◆ **Exercise directions**:
Copy all the entries word for word, but omit the pictures.

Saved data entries
+---+

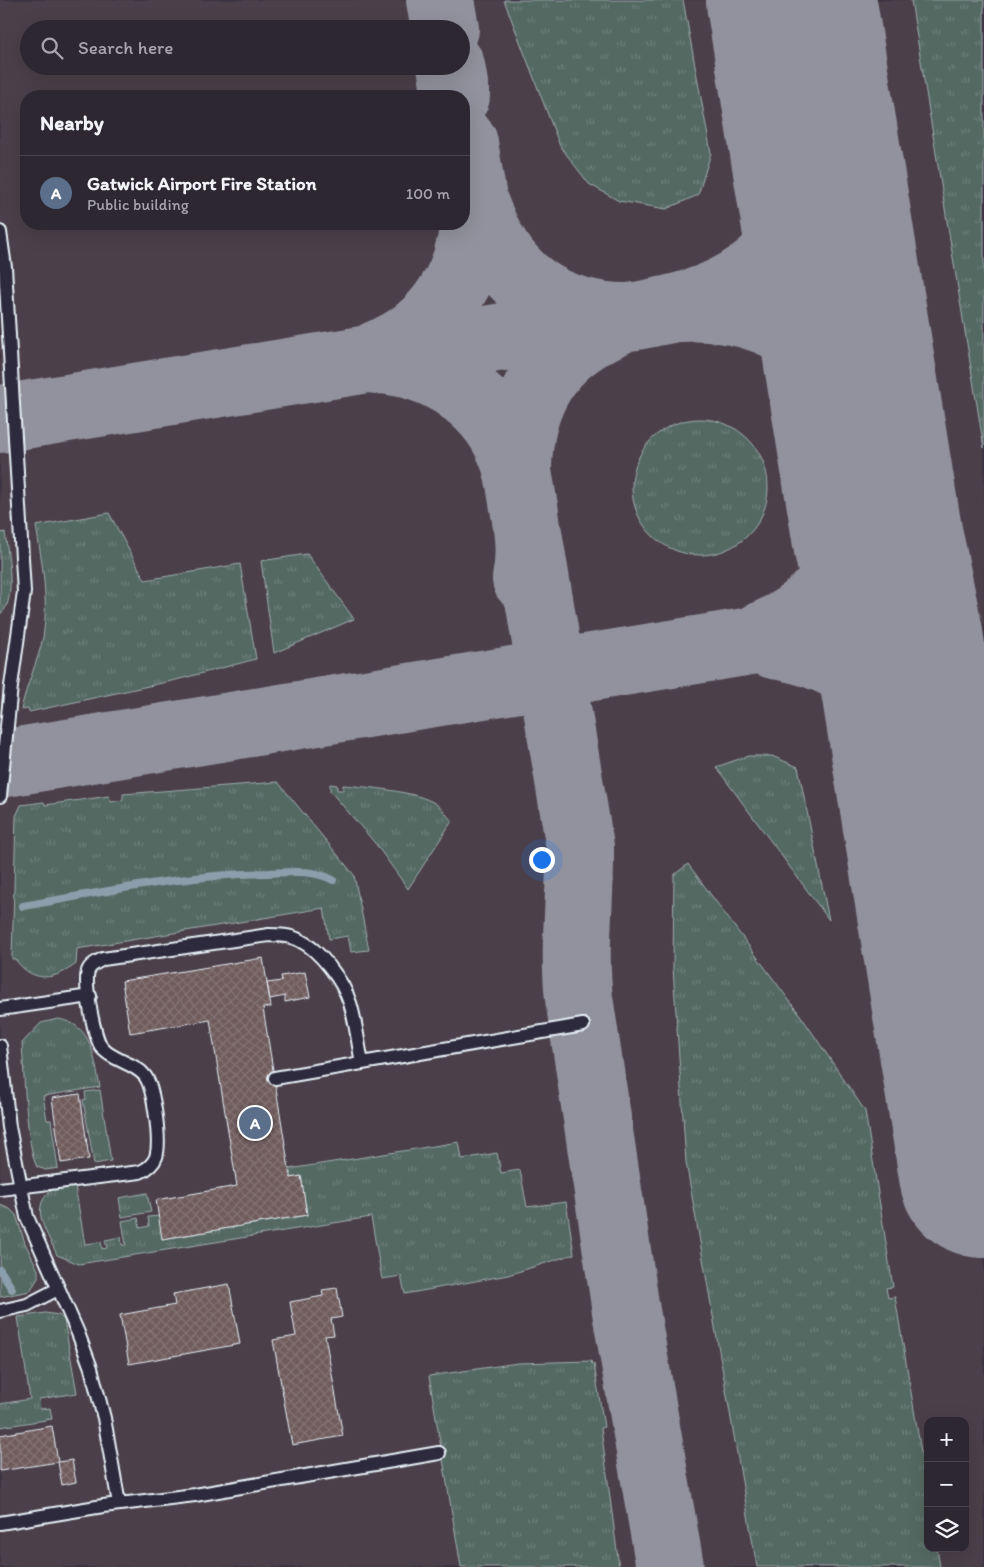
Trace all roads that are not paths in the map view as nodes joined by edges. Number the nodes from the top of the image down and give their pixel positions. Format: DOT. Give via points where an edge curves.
graph roads {
  1 [pos="0,232"];
  2 [pos="0,796"];
  3 [pos="90,996"];
  4 [pos="0,1009"];
  5 [pos="583,1025"];
  6 [pos="0,1046"];
  7 [pos="362,1063"];
  8 [pos="275,1078"];
  9 [pos="20,1186"];
  10 [pos="0,1189"];
  11 [pos="58,1289"];
  12 [pos="0,1311"];
  13 [pos="439,1453"];
  14 [pos="119,1504"];
  15 [pos="0,1523"];
  1 -- 2 [label="lane" via="5,267 24,578"];
  3 -- 4 [label="lane"];
  3 -- 7 [label="lane" via="88,972 102,959 269,935 288,936 314,951 342,987 349,1002"];
  3 -- 9 [label="lane" via="96,1037 102,1048 143,1073 148,1080 152,1090 157,1155 154,1163 140,1172"];
  5 -- 7 [label="lane"];
  6 -- 9 [label="lane" via="9,1127"];
  7 -- 8 [label="lane"];
  9 -- 10 [label="lane"];
  9 -- 11 [label="lane" via="27,1217"];
  11 -- 12 [label="lane" via="27,1305"];
  11 -- 14 [label="lane" via="95,1381"];
  13 -- 14 [label="lane" via="195,1495"];
  14 -- 15 [label="lane"];
}
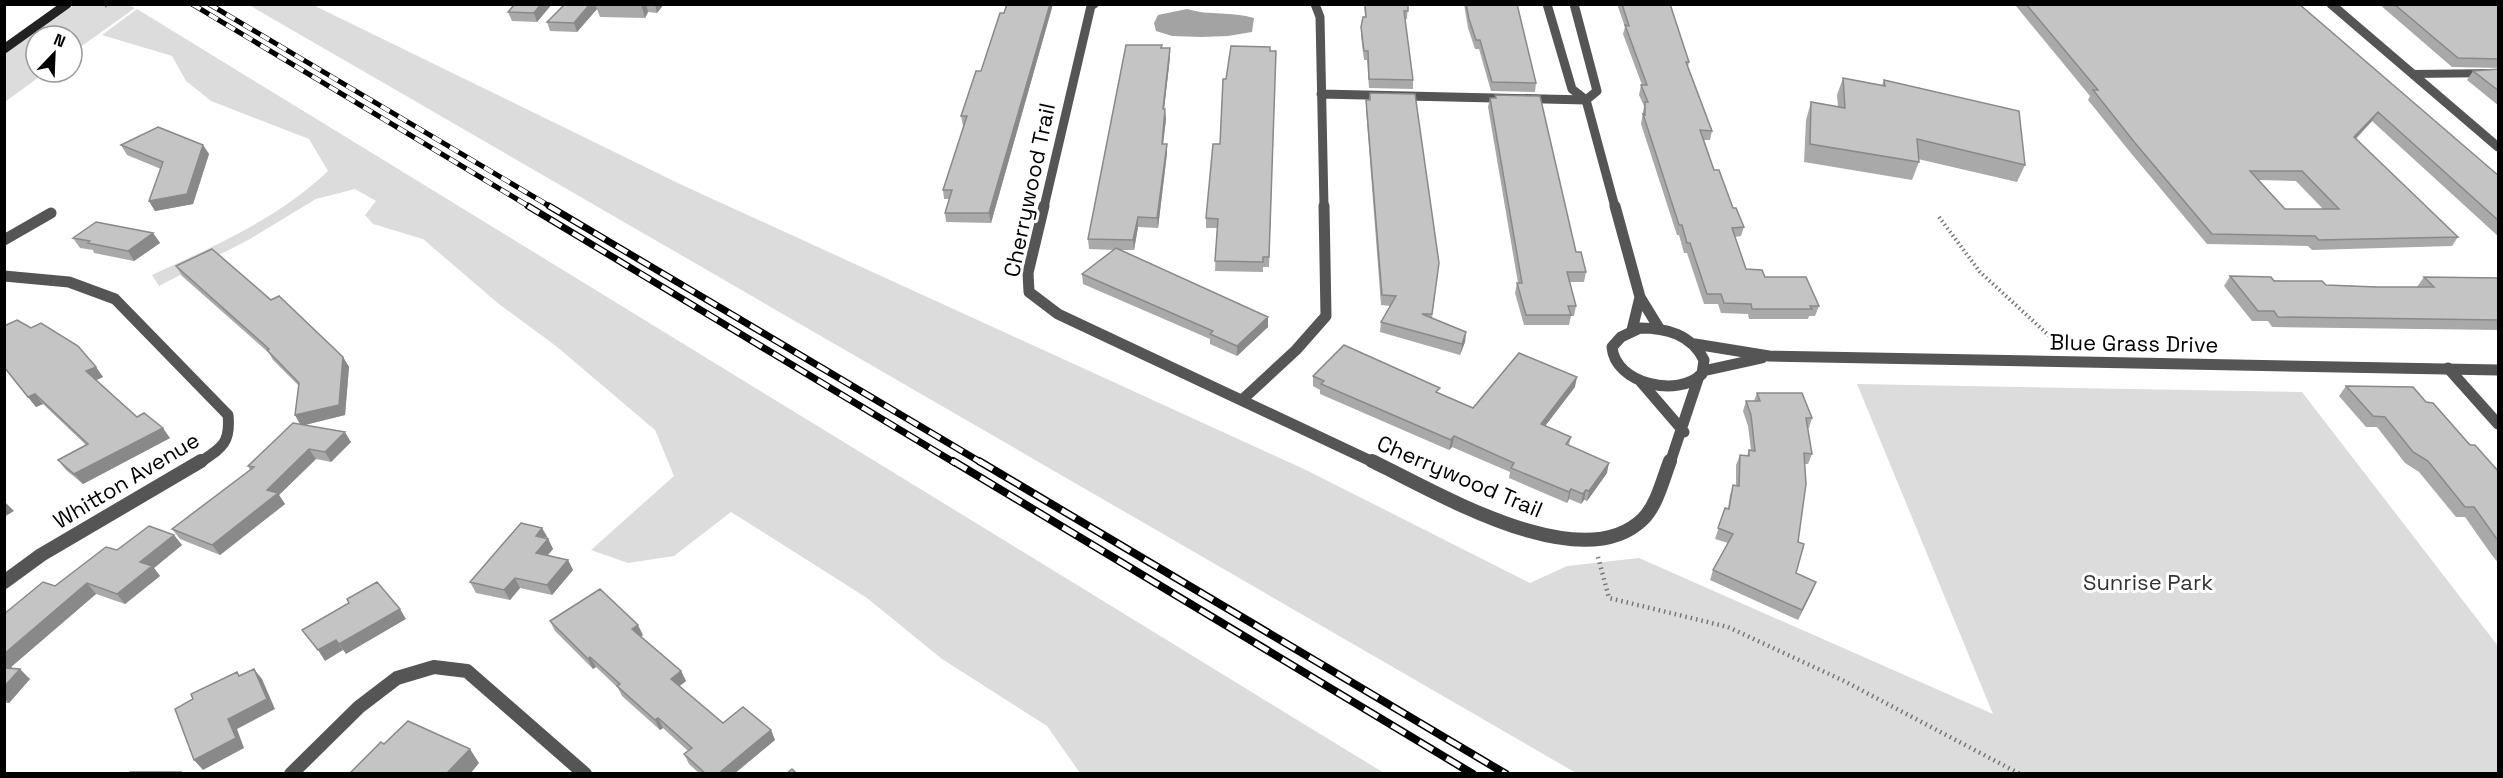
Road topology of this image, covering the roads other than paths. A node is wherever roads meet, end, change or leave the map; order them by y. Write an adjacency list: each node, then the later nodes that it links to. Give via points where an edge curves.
1 (67, 4): 7 (main road)
2 (1094, 4): 25 (street, Cherrywood Trail, via 1028,273 1029,292 1058,314)
3 (1315, 4): 10 (street, via 1320,17)
4 (1547, 4): 11 (street, via 1572,89)
5 (1574, 4): 11 (street, via 1597,91)
6 (2331, 4): 9 (street)
7 (4, 49)
8 (2499, 73): 9 (lane)
9 (2413, 74): 12 (street)
10 (1321, 94): 11 (street); 25 (street, via 1326,316)
11 (1586, 100): 16 (street)
12 (2499, 147)
13 (51, 213): 14 (street)
14 (4, 240)
15 (4, 276): 28 (street, Whitton Avenue, via 69,282 115,299 228,415 230,432 222,447 182,474 41,555)
16 (1640, 297): 17 (street); 18 (street)
17 (1659, 328): 18 (street); 19 (street)
18 (1632, 330): 24 (street, via 1613,342 1612,355 1617,365)
19 (1695, 344): 20 (street, Blue Grass Drive); 23 (street, via 1704,356)
20 (1769, 356): 21 (street, Blue Grass Drive); 23 (street, Blue Grass Drive)
21 (2448, 368): 22 (street, Blue Grass Drive); 26 (street)
22 (2499, 370)
23 (1701, 373): 24 (street, via 1689,383 1674,386); 27 (street, Cherrywood Trail)
24 (1641, 382): 27 (street)
25 (1242, 400): 27 (street, Cherrywood Trail, via 1495,519 1564,541 1593,540 1630,529 1644,517)
26 (2499, 424)
27 (1684, 432)
28 (4, 582)
29 (291, 774): 30 (street, via 359,707 397,678 435,667 467,670)
30 (585, 774)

+---+

◆ **Output for this exercise**:
Trace all roads that are not paths in the map view as nodes joined by edges. Number the nodes from the top of the image down and give their pixel positions. Format: DOT. Give via points where an edge curves.
graph roads {
  1 [pos="0,232"];
  2 [pos="0,796"];
  3 [pos="90,996"];
  4 [pos="0,1009"];
  5 [pos="583,1025"];
  6 [pos="0,1046"];
  7 [pos="362,1063"];
  8 [pos="275,1078"];
  9 [pos="20,1186"];
  10 [pos="0,1189"];
  11 [pos="58,1289"];
  12 [pos="0,1311"];
  13 [pos="439,1453"];
  14 [pos="119,1504"];
  15 [pos="0,1523"];
  1 -- 2 [label="lane" via="5,267 24,578"];
  3 -- 4 [label="lane"];
  3 -- 7 [label="lane" via="88,972 102,959 269,935 288,936 314,951 342,987 349,1002"];
  3 -- 9 [label="lane" via="96,1037 102,1048 143,1073 148,1080 152,1090 157,1155 154,1163 140,1172"];
  5 -- 7 [label="lane"];
  6 -- 9 [label="lane" via="9,1127"];
  7 -- 8 [label="lane"];
  9 -- 10 [label="lane"];
  9 -- 11 [label="lane" via="27,1217"];
  11 -- 12 [label="lane" via="27,1305"];
  11 -- 14 [label="lane" via="95,1381"];
  13 -- 14 [label="lane" via="195,1495"];
  14 -- 15 [label="lane"];
}
Road topology of this image, covering the roads other than paths. A node is wherever roads meet, end, change or leave the map; order them by y. Write an adjacency list: each node, then the later nodes that it links to. Give via points where an edge curves.
1 (67, 4): 7 (main road)
2 (1094, 4): 25 (street, Cherrywood Trail, via 1028,273 1029,292 1058,314)
3 (1315, 4): 10 (street, via 1320,17)
4 (1547, 4): 11 (street, via 1572,89)
5 (1574, 4): 11 (street, via 1597,91)
6 (2331, 4): 9 (street)
7 (4, 49)
8 (2499, 73): 9 (lane)
9 (2413, 74): 12 (street)
10 (1321, 94): 11 (street); 25 (street, via 1326,316)
11 (1586, 100): 16 (street)
12 (2499, 147)
13 (51, 213): 14 (street)
14 (4, 240)
15 (4, 276): 28 (street, Whitton Avenue, via 69,282 115,299 228,415 230,432 222,447 182,474 41,555)
16 (1640, 297): 17 (street); 18 (street)
17 (1659, 328): 18 (street); 19 (street)
18 (1632, 330): 24 (street, via 1613,342 1612,355 1617,365)
19 (1695, 344): 20 (street, Blue Grass Drive); 23 (street, via 1704,356)
20 (1769, 356): 21 (street, Blue Grass Drive); 23 (street, Blue Grass Drive)
21 (2448, 368): 22 (street, Blue Grass Drive); 26 (street)
22 (2499, 370)
23 (1701, 373): 24 (street, via 1689,383 1674,386); 27 (street, Cherrywood Trail)
24 (1641, 382): 27 (street)
25 (1242, 400): 27 (street, Cherrywood Trail, via 1495,519 1564,541 1593,540 1630,529 1644,517)
26 (2499, 424)
27 (1684, 432)
28 (4, 582)
29 (291, 774): 30 (street, via 359,707 397,678 435,667 467,670)
30 (585, 774)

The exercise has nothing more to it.